## Task prompt:
The answer consists solely of the data below, reproduced exactly.

+ + + + +

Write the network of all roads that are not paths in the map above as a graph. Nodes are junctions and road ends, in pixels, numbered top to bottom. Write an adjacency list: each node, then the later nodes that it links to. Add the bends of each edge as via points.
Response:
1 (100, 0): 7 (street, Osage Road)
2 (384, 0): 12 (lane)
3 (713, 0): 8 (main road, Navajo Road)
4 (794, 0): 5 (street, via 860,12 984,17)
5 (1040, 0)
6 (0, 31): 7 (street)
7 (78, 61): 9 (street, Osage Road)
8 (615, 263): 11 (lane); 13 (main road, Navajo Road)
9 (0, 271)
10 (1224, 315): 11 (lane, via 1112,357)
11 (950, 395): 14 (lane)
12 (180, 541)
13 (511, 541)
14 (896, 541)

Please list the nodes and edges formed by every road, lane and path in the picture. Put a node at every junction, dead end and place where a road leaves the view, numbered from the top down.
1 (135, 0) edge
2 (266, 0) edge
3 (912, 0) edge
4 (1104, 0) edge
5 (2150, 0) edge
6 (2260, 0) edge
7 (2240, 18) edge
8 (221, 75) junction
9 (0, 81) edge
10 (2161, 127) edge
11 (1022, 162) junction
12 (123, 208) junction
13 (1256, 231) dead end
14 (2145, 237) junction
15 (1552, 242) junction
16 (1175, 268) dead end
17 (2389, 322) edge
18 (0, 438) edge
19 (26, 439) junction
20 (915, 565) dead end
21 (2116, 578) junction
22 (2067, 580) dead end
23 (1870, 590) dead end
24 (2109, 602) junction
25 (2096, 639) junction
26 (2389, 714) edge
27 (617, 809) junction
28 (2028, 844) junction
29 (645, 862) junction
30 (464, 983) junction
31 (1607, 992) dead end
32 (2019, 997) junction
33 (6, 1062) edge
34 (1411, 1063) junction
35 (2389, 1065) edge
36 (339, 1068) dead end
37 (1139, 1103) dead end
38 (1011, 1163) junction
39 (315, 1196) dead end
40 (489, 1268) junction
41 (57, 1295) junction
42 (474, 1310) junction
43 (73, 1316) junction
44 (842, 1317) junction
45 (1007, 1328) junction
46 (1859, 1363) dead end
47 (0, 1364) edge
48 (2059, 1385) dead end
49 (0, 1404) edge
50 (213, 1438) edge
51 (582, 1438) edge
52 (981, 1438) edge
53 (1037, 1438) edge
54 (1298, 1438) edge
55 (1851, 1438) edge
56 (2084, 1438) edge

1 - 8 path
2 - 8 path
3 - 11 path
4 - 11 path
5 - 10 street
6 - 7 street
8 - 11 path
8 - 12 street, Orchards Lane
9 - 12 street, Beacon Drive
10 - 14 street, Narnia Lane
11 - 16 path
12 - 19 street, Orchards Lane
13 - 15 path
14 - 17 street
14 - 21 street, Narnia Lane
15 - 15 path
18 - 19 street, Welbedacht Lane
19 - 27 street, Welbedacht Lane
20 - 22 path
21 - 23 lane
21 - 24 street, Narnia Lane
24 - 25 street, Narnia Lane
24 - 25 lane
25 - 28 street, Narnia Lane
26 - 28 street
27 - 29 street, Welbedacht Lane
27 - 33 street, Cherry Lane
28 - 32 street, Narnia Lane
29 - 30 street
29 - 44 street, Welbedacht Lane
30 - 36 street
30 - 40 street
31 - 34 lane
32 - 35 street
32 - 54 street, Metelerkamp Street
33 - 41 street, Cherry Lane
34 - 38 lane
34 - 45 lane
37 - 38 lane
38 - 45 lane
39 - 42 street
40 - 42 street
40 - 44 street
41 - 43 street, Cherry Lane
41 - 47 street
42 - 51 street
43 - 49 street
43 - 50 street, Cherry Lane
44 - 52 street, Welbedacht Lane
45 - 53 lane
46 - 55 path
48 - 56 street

+ + + + +

## Answer:
Write the network of all roads that are not paths in the map above as a graph. Nodes are junctions and road ends, in pixels, numbered top to bottom. Write an adjacency list: each node, then the later nodes that it links to. Add the bends of each edge as via points.
Response:
1 (100, 0): 7 (street, Osage Road)
2 (384, 0): 12 (lane)
3 (713, 0): 8 (main road, Navajo Road)
4 (794, 0): 5 (street, via 860,12 984,17)
5 (1040, 0)
6 (0, 31): 7 (street)
7 (78, 61): 9 (street, Osage Road)
8 (615, 263): 11 (lane); 13 (main road, Navajo Road)
9 (0, 271)
10 (1224, 315): 11 (lane, via 1112,357)
11 (950, 395): 14 (lane)
12 (180, 541)
13 (511, 541)
14 (896, 541)

Please list the nodes and edges formed by every road, lane and path in the picture. Put a node at every junction, dead end and place where a road leaves the view, numbered from the top down.
1 (135, 0) edge
2 (266, 0) edge
3 (912, 0) edge
4 (1104, 0) edge
5 (2150, 0) edge
6 (2260, 0) edge
7 (2240, 18) edge
8 (221, 75) junction
9 (0, 81) edge
10 (2161, 127) edge
11 (1022, 162) junction
12 (123, 208) junction
13 (1256, 231) dead end
14 (2145, 237) junction
15 (1552, 242) junction
16 (1175, 268) dead end
17 (2389, 322) edge
18 (0, 438) edge
19 (26, 439) junction
20 (915, 565) dead end
21 (2116, 578) junction
22 (2067, 580) dead end
23 (1870, 590) dead end
24 (2109, 602) junction
25 (2096, 639) junction
26 (2389, 714) edge
27 (617, 809) junction
28 (2028, 844) junction
29 (645, 862) junction
30 (464, 983) junction
31 (1607, 992) dead end
32 (2019, 997) junction
33 (6, 1062) edge
34 (1411, 1063) junction
35 (2389, 1065) edge
36 (339, 1068) dead end
37 (1139, 1103) dead end
38 (1011, 1163) junction
39 (315, 1196) dead end
40 (489, 1268) junction
41 (57, 1295) junction
42 (474, 1310) junction
43 (73, 1316) junction
44 (842, 1317) junction
45 (1007, 1328) junction
46 (1859, 1363) dead end
47 (0, 1364) edge
48 (2059, 1385) dead end
49 (0, 1404) edge
50 (213, 1438) edge
51 (582, 1438) edge
52 (981, 1438) edge
53 (1037, 1438) edge
54 (1298, 1438) edge
55 (1851, 1438) edge
56 (2084, 1438) edge

1 - 8 path
2 - 8 path
3 - 11 path
4 - 11 path
5 - 10 street
6 - 7 street
8 - 11 path
8 - 12 street, Orchards Lane
9 - 12 street, Beacon Drive
10 - 14 street, Narnia Lane
11 - 16 path
12 - 19 street, Orchards Lane
13 - 15 path
14 - 17 street
14 - 21 street, Narnia Lane
15 - 15 path
18 - 19 street, Welbedacht Lane
19 - 27 street, Welbedacht Lane
20 - 22 path
21 - 23 lane
21 - 24 street, Narnia Lane
24 - 25 street, Narnia Lane
24 - 25 lane
25 - 28 street, Narnia Lane
26 - 28 street
27 - 29 street, Welbedacht Lane
27 - 33 street, Cherry Lane
28 - 32 street, Narnia Lane
29 - 30 street
29 - 44 street, Welbedacht Lane
30 - 36 street
30 - 40 street
31 - 34 lane
32 - 35 street
32 - 54 street, Metelerkamp Street
33 - 41 street, Cherry Lane
34 - 38 lane
34 - 45 lane
37 - 38 lane
38 - 45 lane
39 - 42 street
40 - 42 street
40 - 44 street
41 - 43 street, Cherry Lane
41 - 47 street
42 - 51 street
43 - 49 street
43 - 50 street, Cherry Lane
44 - 52 street, Welbedacht Lane
45 - 53 lane
46 - 55 path
48 - 56 street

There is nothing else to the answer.